2026 Summer Reading List

Summer reading that can help Christians think biblically and engage faithfully with today’s cultural moment

The Institute for Faith and Culture is pleased to share our third annual summer reading list!

 

This year, we looked for books that help Christians live with clarity and conviction in a culture that often pulls in the opposite direction—from the habits that shape our souls to the convictions that shape our public witness. With America celebrating its 250th anniversary, several selections also look back on our nation’s founding and the Christian convictions that shaped it. A few are classics worth revisiting, and many are new contributions from today’s leaders. Each one equips readers to think biblically and engage faithfully with today’s cultural moment.

Several of these authors are friends of the Institute for Faith & Culture and have spoken at Kingdom Come in previous years, while others are scheduled to speak at next year’s conference. No matter where your summer plans take you, we hope you’ll consider taking one or more of these books with you as you rest, recharge, and refocus on engaging the culture for Christ.
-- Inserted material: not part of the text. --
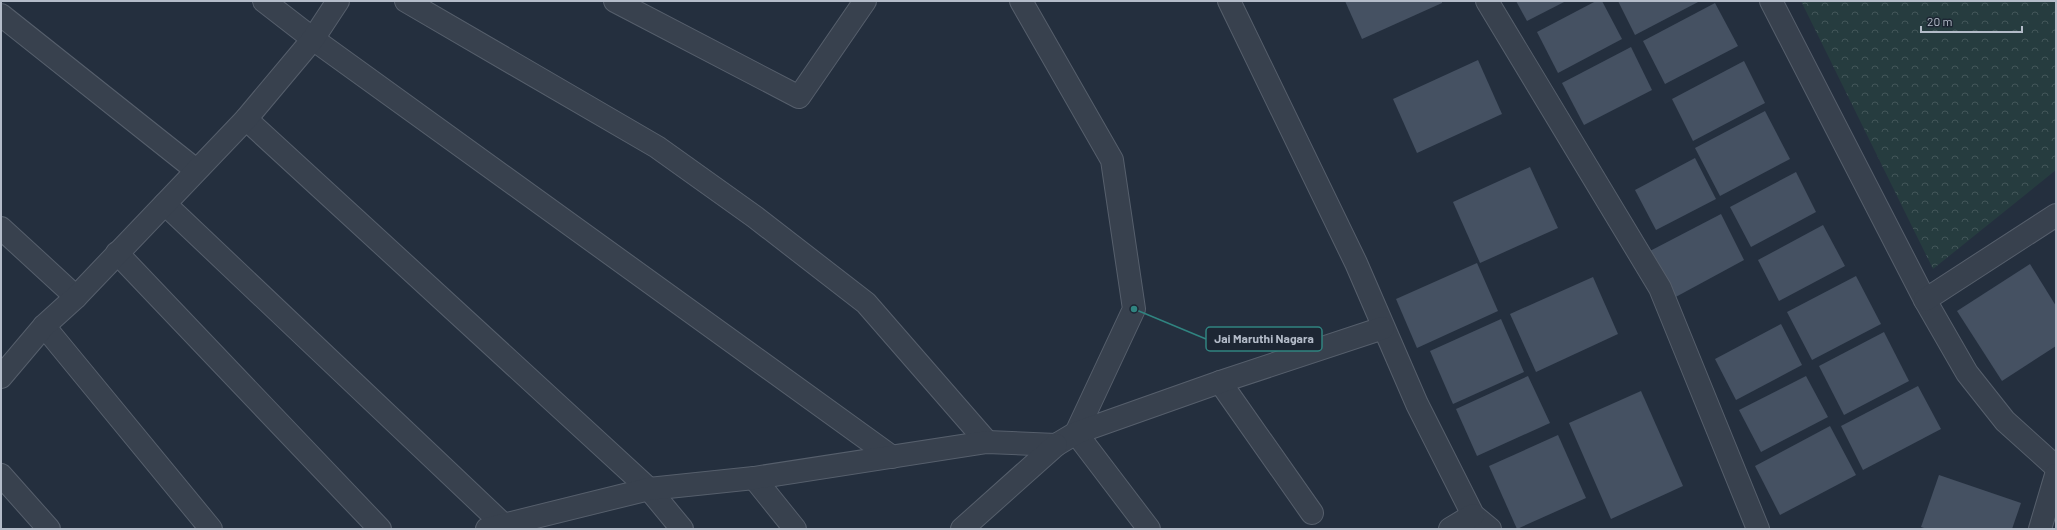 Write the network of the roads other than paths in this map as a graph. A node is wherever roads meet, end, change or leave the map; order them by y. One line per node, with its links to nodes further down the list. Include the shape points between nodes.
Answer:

The Gathering Storm: Secularism, Culture, and the Church by R. Albert Mohler Jr.

Borrowing his title from Churchill, Mohler surveys nine fronts—from marriage and gender to religious liberty—where secularism is reshaping both the culture and, more dangerously, the church itself.

Foundations of Freedom: A 250 Year Experiment in Liberty by Dr. George Grant

Marking America’s 250th anniversary, Grant offers a brief but rich anthology of the historical and civic resources that shaped the American creed, recovering the kind of citizenship education once common in schools and homes—and largely lost today.
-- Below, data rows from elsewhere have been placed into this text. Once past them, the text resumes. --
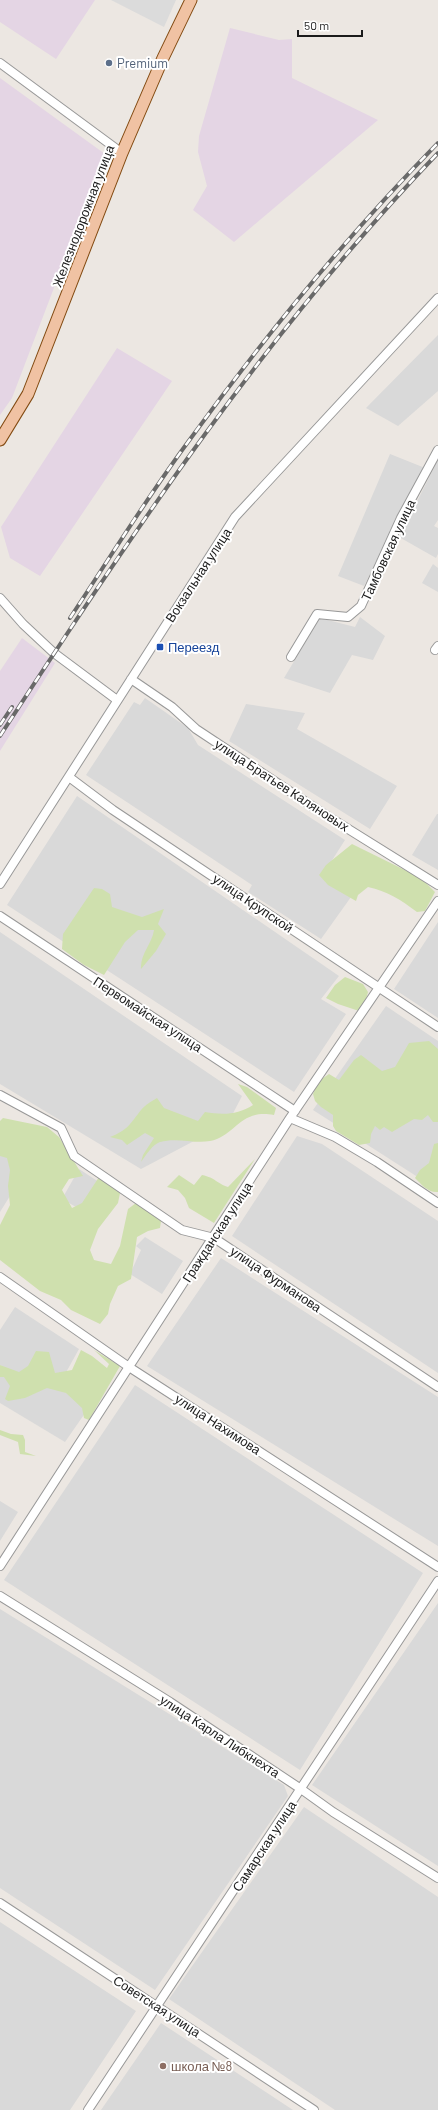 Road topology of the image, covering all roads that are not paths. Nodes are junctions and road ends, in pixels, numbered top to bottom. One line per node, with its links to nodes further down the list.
1 (191, 0): 3 (main road, Железнодорожная улица)
2 (0, 62): 3 (street)
3 (122, 153): 5 (main road, Железнодорожная улица)
4 (438, 298): 9 (street, Вокзальная улица)
5 (0, 440)
6 (438, 450): 8 (street, Тамбовская улица)
7 (0, 598): 10 (street)
8 (291, 658)
9 (131, 679): 10 (street, Вокзальная улица); 13 (street, улица Братьев Каляновых)
10 (117, 700): 11 (street, Вокзальная улица)
11 (69, 777): 12 (street, Вокзальная улица); 16 (street, улица Крупской)
12 (0, 884)
13 (438, 885)
14 (438, 901): 16 (street, Гражданская улица)
15 (0, 916): 19 (street, Первомайская улица)
16 (380, 988): 17 (street, улица Крупской); 19 (street, Гражданская улица)
17 (438, 1027)
18 (0, 1095): 22 (street, улица Фурманова)
19 (295, 1111): 20 (street, Гражданская улица)
20 (290, 1118): 21 (street); 22 (street, Гражданская улица)
21 (438, 1203)
22 (214, 1238): 24 (street, Гражданская улица); 25 (street, улица Фурманова)
23 (0, 1277): 24 (street, улица Нахимова)
24 (129, 1367): 26 (street, Гражданская улица); 27 (street, улица Нахимова)
25 (438, 1387)
26 (0, 1566)
27 (438, 1567)
28 (438, 1581): 30 (street, Самарская улица)
29 (0, 1596): 30 (street, улица Карла Либкнехта)
30 (301, 1789): 31 (street, улица Карла Либкнехта); 33 (street, Самарская улица)
31 (438, 1878)
32 (0, 1903): 33 (street, Советская улица)
33 (156, 2005): 34 (street, Самарская улица); 35 (street, Советская улица)
34 (88, 2110)
35 (314, 2110)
Under the Liberty Tree by Dr. Jerry Newcombe and Dr. Peter Lillback

Co-authors Newcombe and Lillback use the iconic liberty tree to trace the Christian convictions that shaped America’s founding generation, recovering a history too often flattened or ignored.

Revolution: The Birth of the Greatest Nation in the History of the World by Eric Metaxas

In this sweeping account released for America’s 250th birthday, Metaxas tells the full story of the Revolution, with particular attention to the providential and religious convictions that animated the founders. His past works, Bonhoeffer and Letter to the American Church, have appeared on previous summer lists.

King of Kings: A Reformed Guide to Christian Government by James Baird

In a short, accessible volume, Baird draws on scripture, the Reformed confessions, and the American founders to argue that civil government has a duty to promote the public good—and that the public good is found in Christianity. A clear primer on a debate many Christians shy away from.

Politics & the Kingdom of God by Dr. Robert J. Pacienza

IFC’s president examines how Christians should engage the political sphere without collapsing the Kingdom of God into any earthly platform, offering a framework for principled, non-idolatrous civic engagement.

Just Thinking About the State by Darrell Harrison and Virgil Walker

Harrison and Walker, co-hosts of the Just Thinking podcast, work through government, justice, and politics with an unapologetically biblical lens, tackling subjects many Christians are hesitant to address head-on.

The Body Teaches the Soul: Ten Essential Habits to Form a Healthy and Holy Life by Justin Whitmel Earley

Earley makes the case that spiritual formation isn’t just a matter of belief but of practiced, embodied habit. Drawing on neuroscience and ancient Christian disciplines alike, he offers ten concrete rhythms for forming a life that is both healthy and holy in a culture of distraction and exhaustion.

Consider the Lilies: Finding Perfect Peace in the Character of God by Jonny Ardavanis

Ardavanis turns to Christ’s words in the Sermon on the Mount to address the anxiety so common in modern life, grounding peace not in circumstance but in a right understanding of who God is.

Faithfully Different: Regaining Biblical Clarity in a Secular Culture by Natasha Crain

Crain, whose When Culture Hates You appeared on last year’s list, digs into why Christian belief increasingly looks strange — even offensive — to the surrounding culture, and how believers can hold convictions with clarity rather than apology.

The Last Stand: Christ or Chaos: The War for the West by Seth Gruber

Gruber traces the Church’s long history of confronting cultural evils—from child sacrifice to sexual chaos—and calls the modern Church away from negotiating with the darkness of the present moment and toward remembrance and tradition.

The Abolition of Man by C.S. Lewis

This slim but foundational work warns us about what happens when a society severs morality from any transcendent source—a fitting companion to the more contemporary titles on this list. Lewis’s Mere Christianity appeared on the 2025 list.